- _What the exercise asks_
Somewhere below are a line with "middle mcp: (1216, 1035)" and a later line with "wrist: (1258, 1134)". Output exactly those lines and all lines between them.

▼▼▼

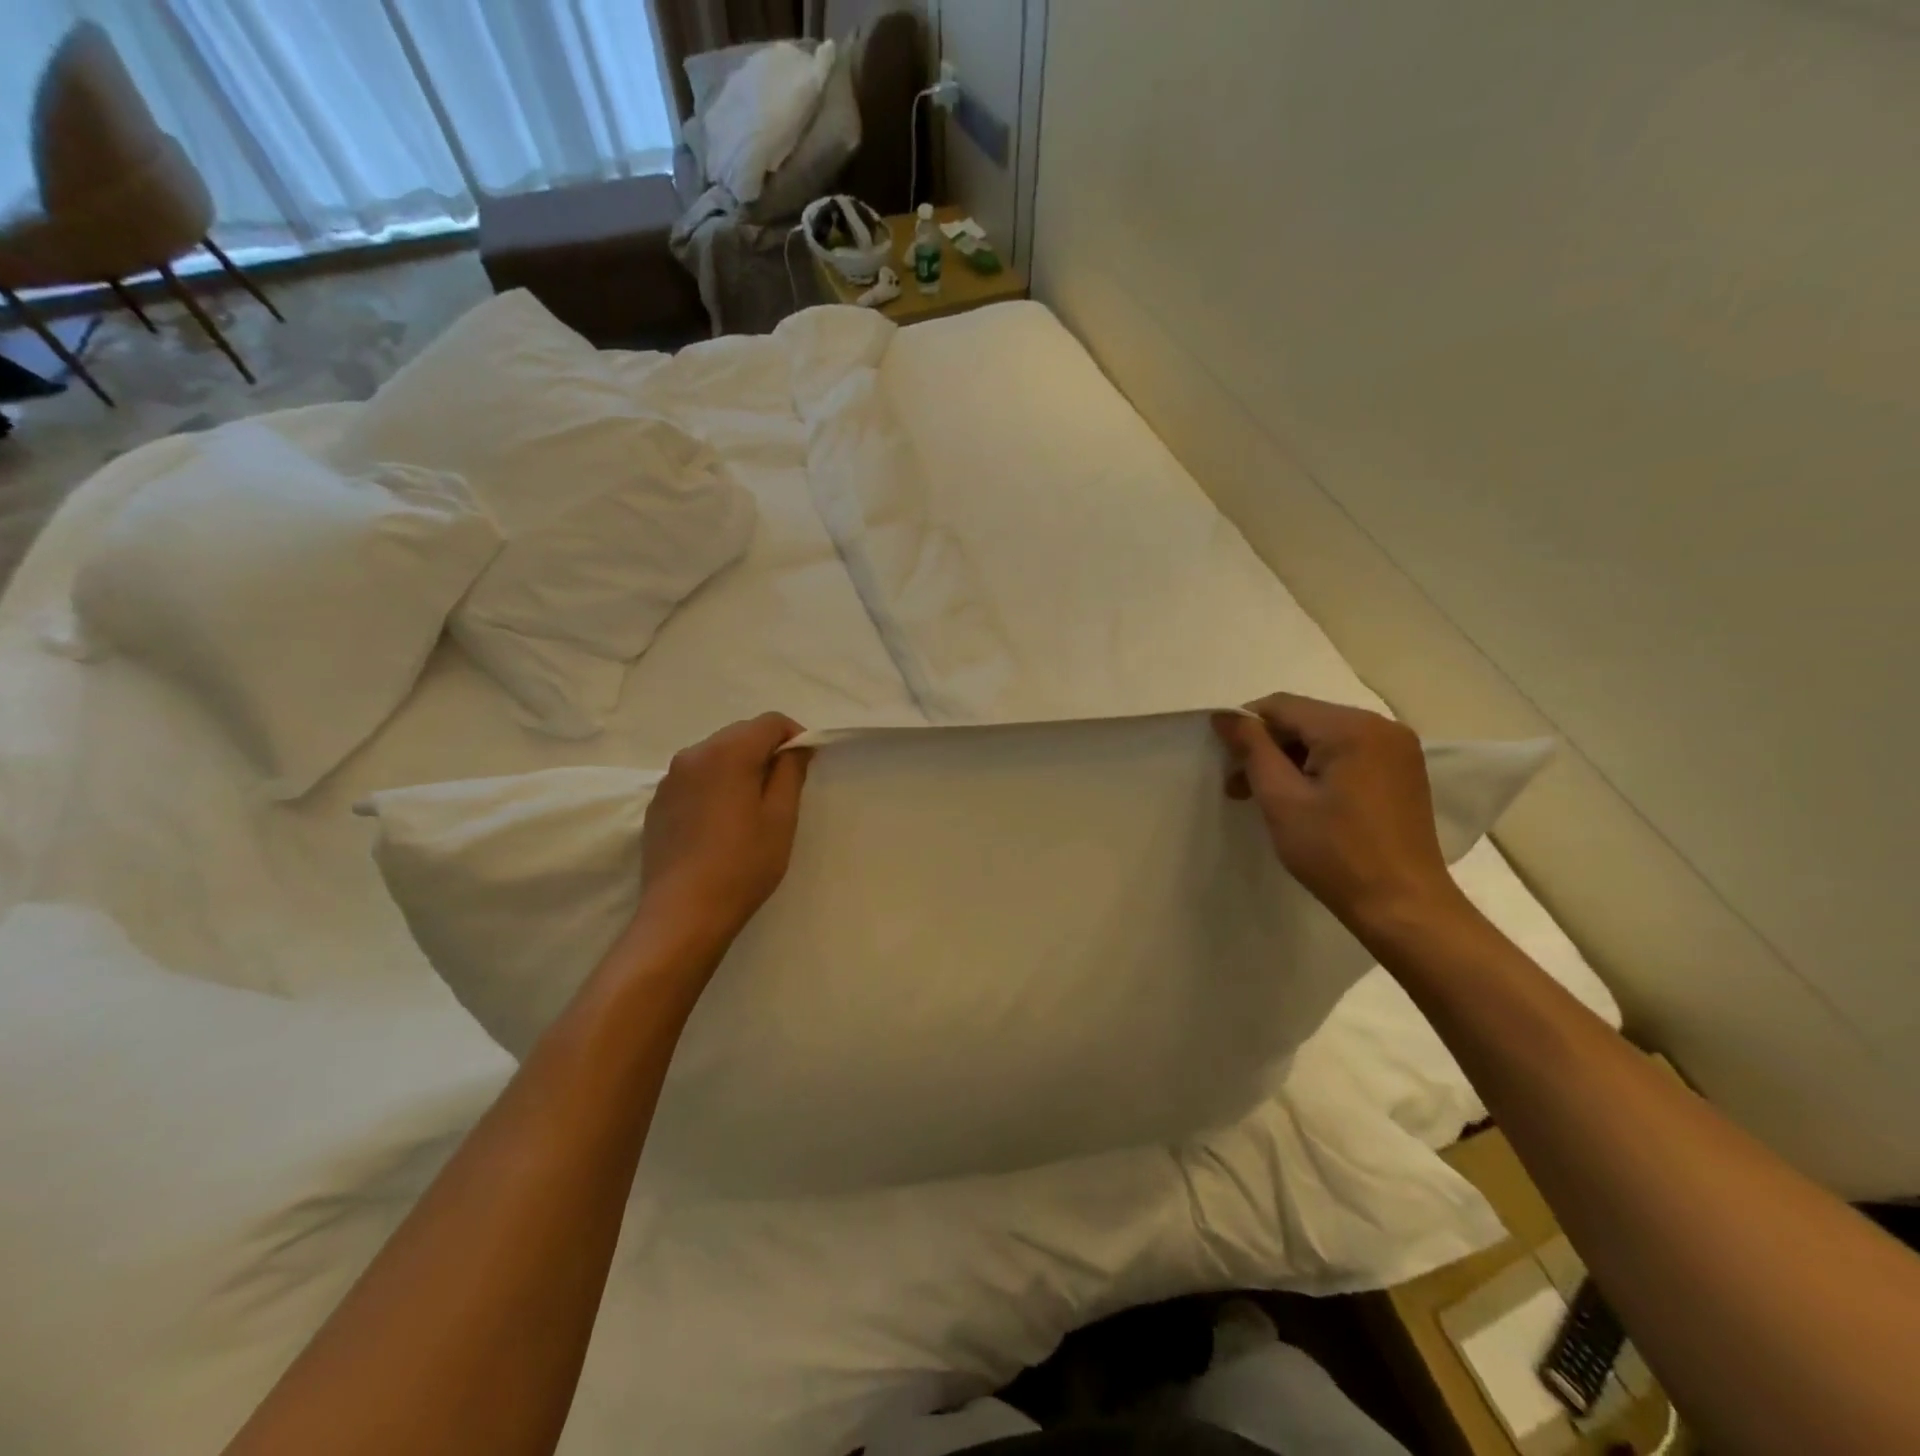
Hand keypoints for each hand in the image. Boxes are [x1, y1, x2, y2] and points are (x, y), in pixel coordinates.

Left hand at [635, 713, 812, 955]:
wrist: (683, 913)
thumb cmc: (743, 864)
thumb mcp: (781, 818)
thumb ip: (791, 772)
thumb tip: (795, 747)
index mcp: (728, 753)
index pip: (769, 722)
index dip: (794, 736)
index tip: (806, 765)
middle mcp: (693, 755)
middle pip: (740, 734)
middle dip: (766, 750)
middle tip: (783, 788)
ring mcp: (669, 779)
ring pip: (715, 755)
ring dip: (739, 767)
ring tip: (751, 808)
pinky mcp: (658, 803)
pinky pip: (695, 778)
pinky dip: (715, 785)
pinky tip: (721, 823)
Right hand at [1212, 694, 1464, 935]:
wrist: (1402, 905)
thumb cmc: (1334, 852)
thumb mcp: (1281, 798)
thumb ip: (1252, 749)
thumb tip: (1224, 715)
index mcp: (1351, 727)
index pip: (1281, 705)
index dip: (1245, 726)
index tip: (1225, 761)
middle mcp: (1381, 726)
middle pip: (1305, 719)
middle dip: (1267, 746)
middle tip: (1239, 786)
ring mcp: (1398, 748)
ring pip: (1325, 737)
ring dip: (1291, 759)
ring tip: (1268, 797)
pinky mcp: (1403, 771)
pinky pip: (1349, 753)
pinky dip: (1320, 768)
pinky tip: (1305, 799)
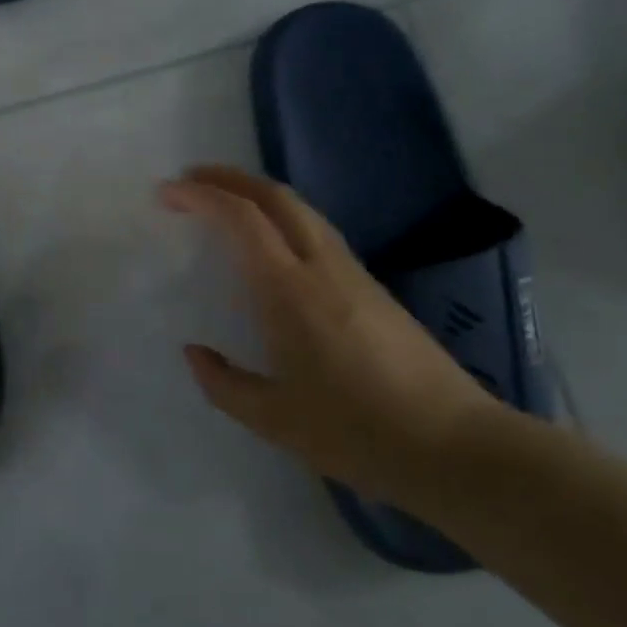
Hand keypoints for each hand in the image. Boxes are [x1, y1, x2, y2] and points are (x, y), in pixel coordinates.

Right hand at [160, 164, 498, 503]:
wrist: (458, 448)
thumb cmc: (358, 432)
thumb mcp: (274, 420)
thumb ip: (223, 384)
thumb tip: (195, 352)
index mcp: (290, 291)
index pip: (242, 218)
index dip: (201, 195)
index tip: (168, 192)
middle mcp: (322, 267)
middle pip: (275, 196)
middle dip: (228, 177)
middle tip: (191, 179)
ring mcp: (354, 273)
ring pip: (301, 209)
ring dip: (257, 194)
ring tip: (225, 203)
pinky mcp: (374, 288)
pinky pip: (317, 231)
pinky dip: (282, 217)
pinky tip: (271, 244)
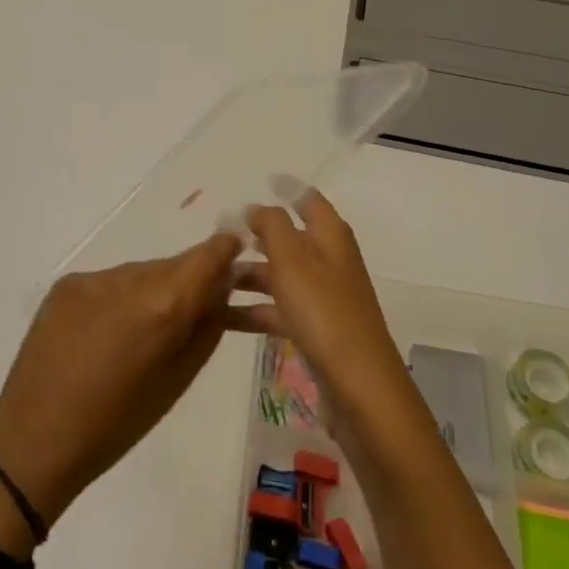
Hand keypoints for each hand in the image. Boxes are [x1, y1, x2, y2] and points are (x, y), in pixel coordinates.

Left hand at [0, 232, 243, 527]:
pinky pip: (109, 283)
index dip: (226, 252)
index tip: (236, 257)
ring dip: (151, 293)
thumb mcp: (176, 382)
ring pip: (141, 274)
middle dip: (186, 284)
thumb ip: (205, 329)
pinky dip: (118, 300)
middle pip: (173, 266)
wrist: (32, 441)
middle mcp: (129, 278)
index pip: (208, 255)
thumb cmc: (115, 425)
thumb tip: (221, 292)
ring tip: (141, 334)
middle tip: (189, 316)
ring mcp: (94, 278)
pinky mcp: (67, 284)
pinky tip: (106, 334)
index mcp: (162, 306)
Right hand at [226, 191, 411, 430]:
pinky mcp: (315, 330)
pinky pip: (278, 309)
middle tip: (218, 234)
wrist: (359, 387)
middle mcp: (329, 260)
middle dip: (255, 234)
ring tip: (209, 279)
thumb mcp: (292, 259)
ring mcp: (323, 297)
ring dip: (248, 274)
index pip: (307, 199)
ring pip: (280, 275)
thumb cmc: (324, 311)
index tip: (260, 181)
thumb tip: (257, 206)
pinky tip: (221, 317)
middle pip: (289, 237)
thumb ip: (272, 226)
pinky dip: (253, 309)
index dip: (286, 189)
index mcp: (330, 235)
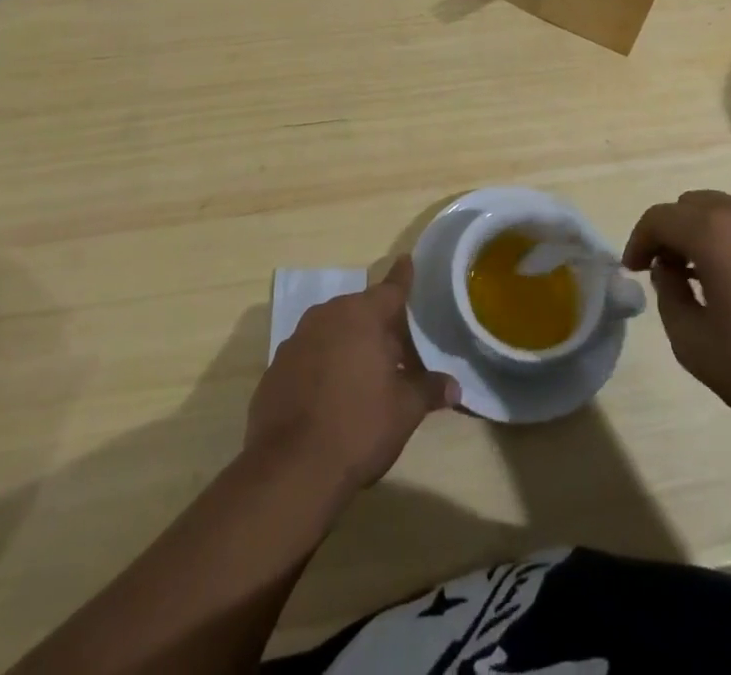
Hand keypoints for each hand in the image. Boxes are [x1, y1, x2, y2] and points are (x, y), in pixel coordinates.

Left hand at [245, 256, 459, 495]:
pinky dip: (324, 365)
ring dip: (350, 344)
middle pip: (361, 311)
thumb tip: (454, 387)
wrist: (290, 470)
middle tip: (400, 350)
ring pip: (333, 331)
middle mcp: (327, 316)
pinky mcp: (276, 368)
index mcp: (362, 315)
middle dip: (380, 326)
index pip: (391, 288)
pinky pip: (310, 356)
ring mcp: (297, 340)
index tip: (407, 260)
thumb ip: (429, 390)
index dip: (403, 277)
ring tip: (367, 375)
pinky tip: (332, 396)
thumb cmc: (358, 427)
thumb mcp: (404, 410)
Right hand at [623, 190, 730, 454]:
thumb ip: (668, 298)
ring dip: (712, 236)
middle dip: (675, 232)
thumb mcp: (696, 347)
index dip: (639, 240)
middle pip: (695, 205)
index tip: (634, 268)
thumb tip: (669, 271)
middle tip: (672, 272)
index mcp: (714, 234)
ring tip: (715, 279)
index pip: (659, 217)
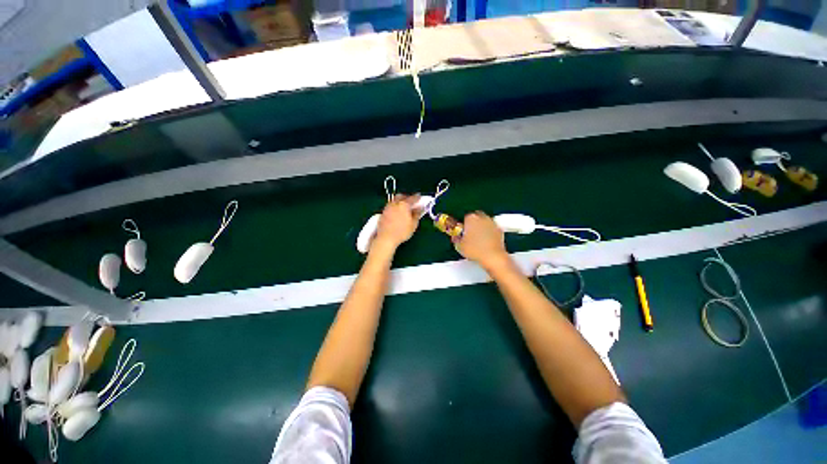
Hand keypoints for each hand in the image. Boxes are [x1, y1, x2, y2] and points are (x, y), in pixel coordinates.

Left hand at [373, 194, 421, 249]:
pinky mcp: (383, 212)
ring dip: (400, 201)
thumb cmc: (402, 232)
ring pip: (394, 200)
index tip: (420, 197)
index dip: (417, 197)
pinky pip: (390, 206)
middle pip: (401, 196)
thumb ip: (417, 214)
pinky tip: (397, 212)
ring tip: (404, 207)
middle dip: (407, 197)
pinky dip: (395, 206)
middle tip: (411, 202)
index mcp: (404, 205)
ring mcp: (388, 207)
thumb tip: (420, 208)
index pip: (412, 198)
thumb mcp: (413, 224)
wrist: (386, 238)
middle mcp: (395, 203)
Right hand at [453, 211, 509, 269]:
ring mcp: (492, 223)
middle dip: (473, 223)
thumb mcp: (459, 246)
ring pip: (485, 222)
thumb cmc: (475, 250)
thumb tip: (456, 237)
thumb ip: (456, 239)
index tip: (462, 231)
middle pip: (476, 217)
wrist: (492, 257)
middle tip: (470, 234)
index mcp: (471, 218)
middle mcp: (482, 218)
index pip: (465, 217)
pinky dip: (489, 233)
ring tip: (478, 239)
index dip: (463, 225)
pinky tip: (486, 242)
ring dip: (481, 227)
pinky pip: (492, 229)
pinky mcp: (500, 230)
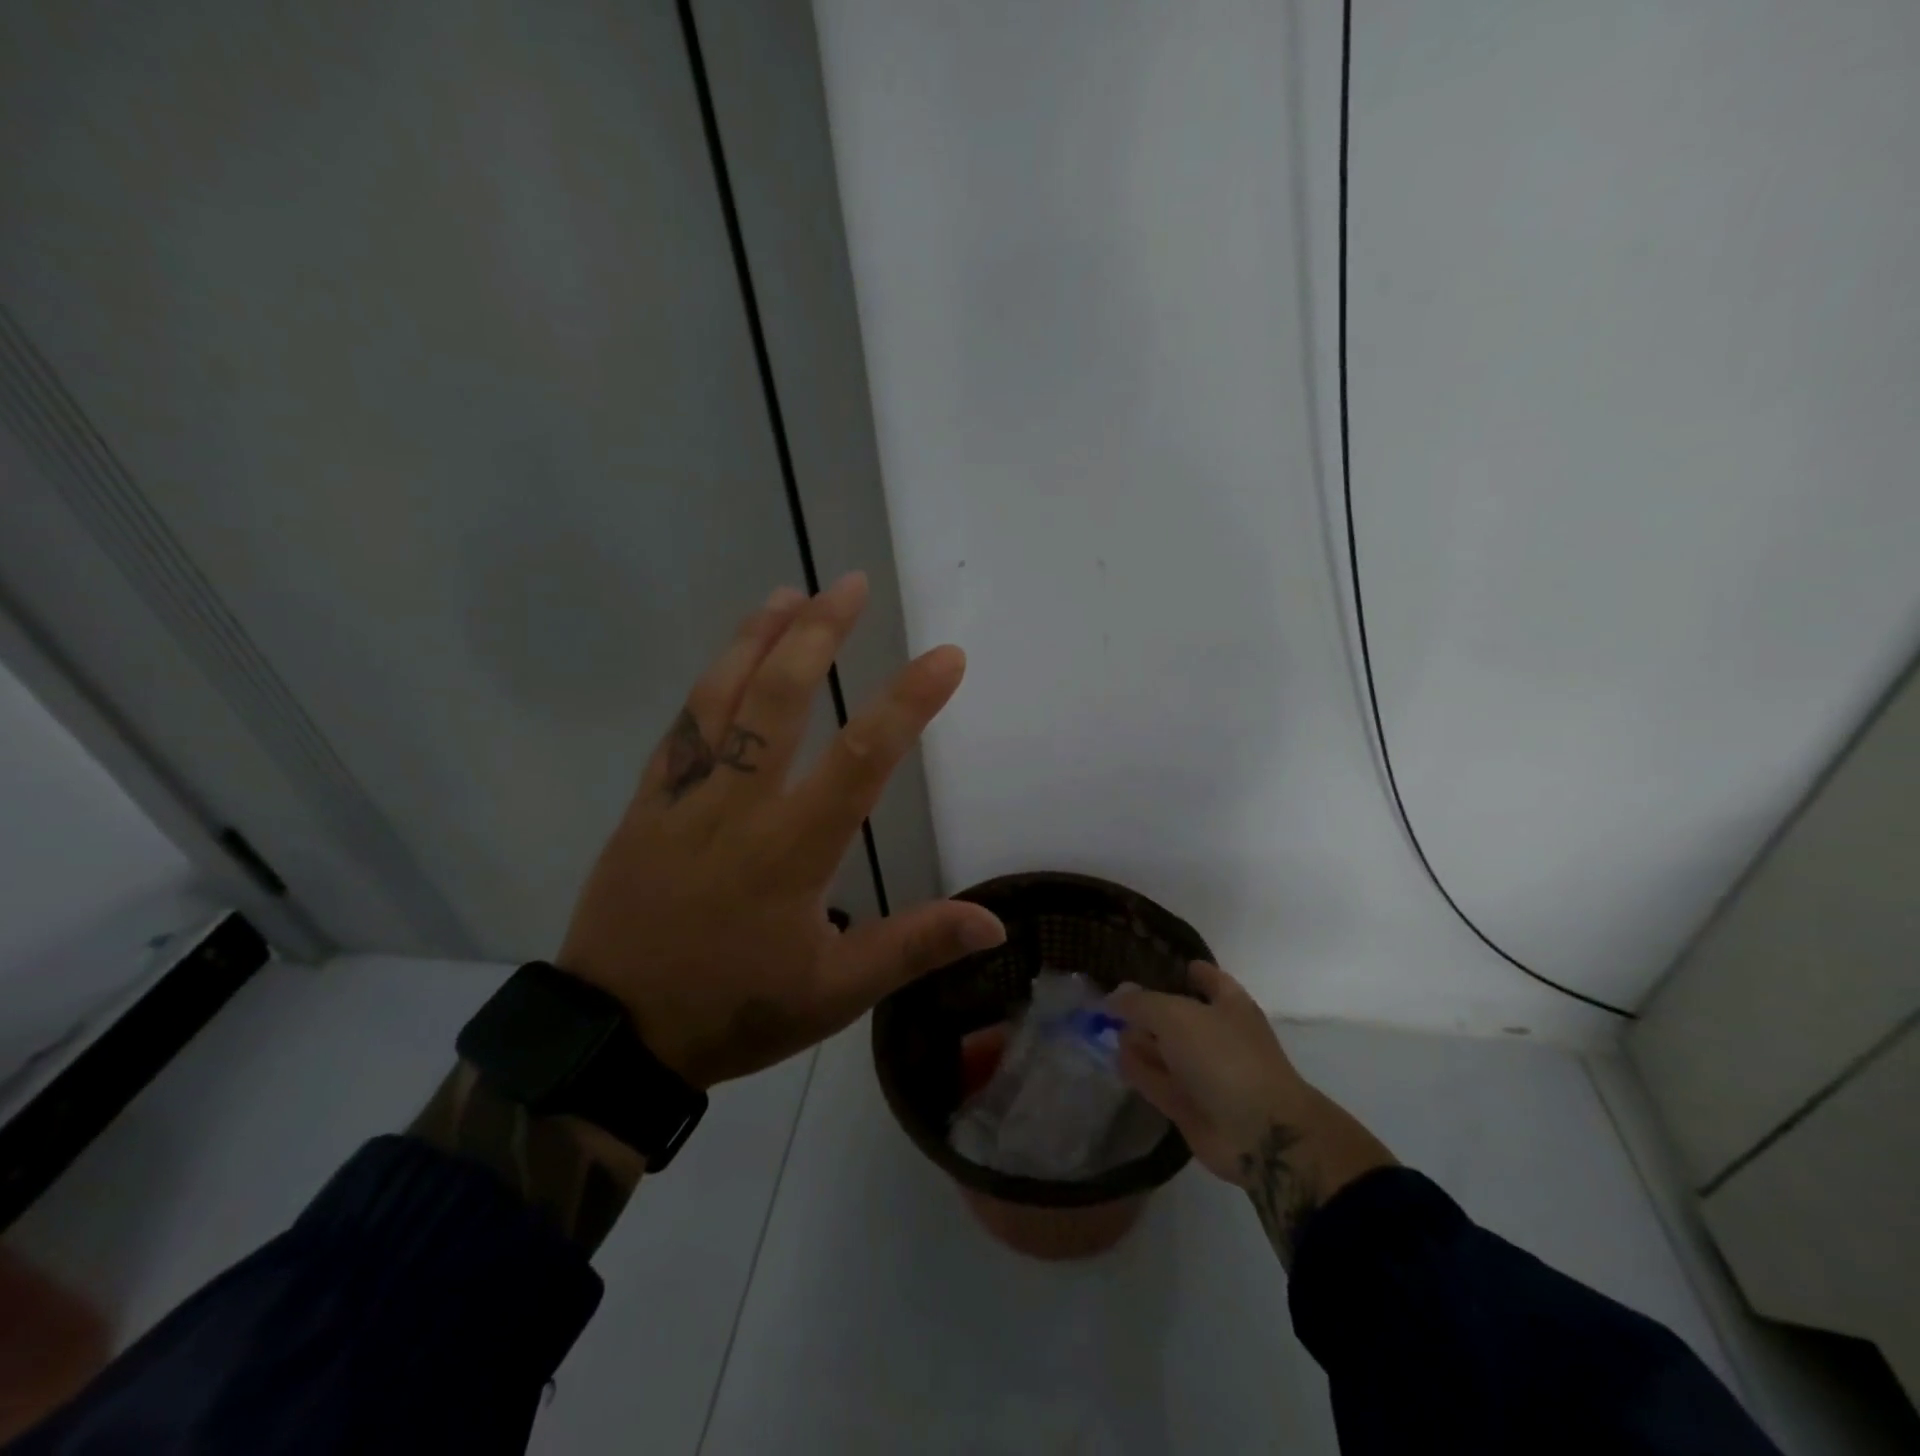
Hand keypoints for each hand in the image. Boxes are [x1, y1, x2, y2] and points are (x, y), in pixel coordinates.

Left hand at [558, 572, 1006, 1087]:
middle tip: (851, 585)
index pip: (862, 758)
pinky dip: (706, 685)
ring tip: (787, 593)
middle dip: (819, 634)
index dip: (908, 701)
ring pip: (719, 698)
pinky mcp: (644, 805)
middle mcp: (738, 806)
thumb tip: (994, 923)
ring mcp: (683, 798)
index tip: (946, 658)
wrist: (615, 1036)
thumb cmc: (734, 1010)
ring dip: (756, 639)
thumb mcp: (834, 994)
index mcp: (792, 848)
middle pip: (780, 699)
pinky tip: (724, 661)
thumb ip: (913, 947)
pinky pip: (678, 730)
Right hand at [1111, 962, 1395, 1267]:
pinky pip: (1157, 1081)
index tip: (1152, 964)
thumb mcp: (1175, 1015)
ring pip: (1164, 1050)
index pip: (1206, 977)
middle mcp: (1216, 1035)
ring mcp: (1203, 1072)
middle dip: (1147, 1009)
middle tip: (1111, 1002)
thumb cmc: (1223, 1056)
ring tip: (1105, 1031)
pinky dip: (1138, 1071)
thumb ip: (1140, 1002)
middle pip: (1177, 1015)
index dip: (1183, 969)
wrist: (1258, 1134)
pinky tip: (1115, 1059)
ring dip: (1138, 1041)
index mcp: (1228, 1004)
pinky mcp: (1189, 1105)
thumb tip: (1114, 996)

▲▲▲

- _Response area_
middle mcp: (1216, 1035)
ring mcp: (1203, 1072)
middle dip: (1147, 1009)
middle tip: (1111, 1002)
thumb cmc: (1223, 1056)
ring tip: (1105, 1031)
pinky dip: (1138, 1071)
thumb ip: (1140, 1002)
middle pip: (1177, 1015)
index dip: (1183, 969)
wrist: (1258, 1134)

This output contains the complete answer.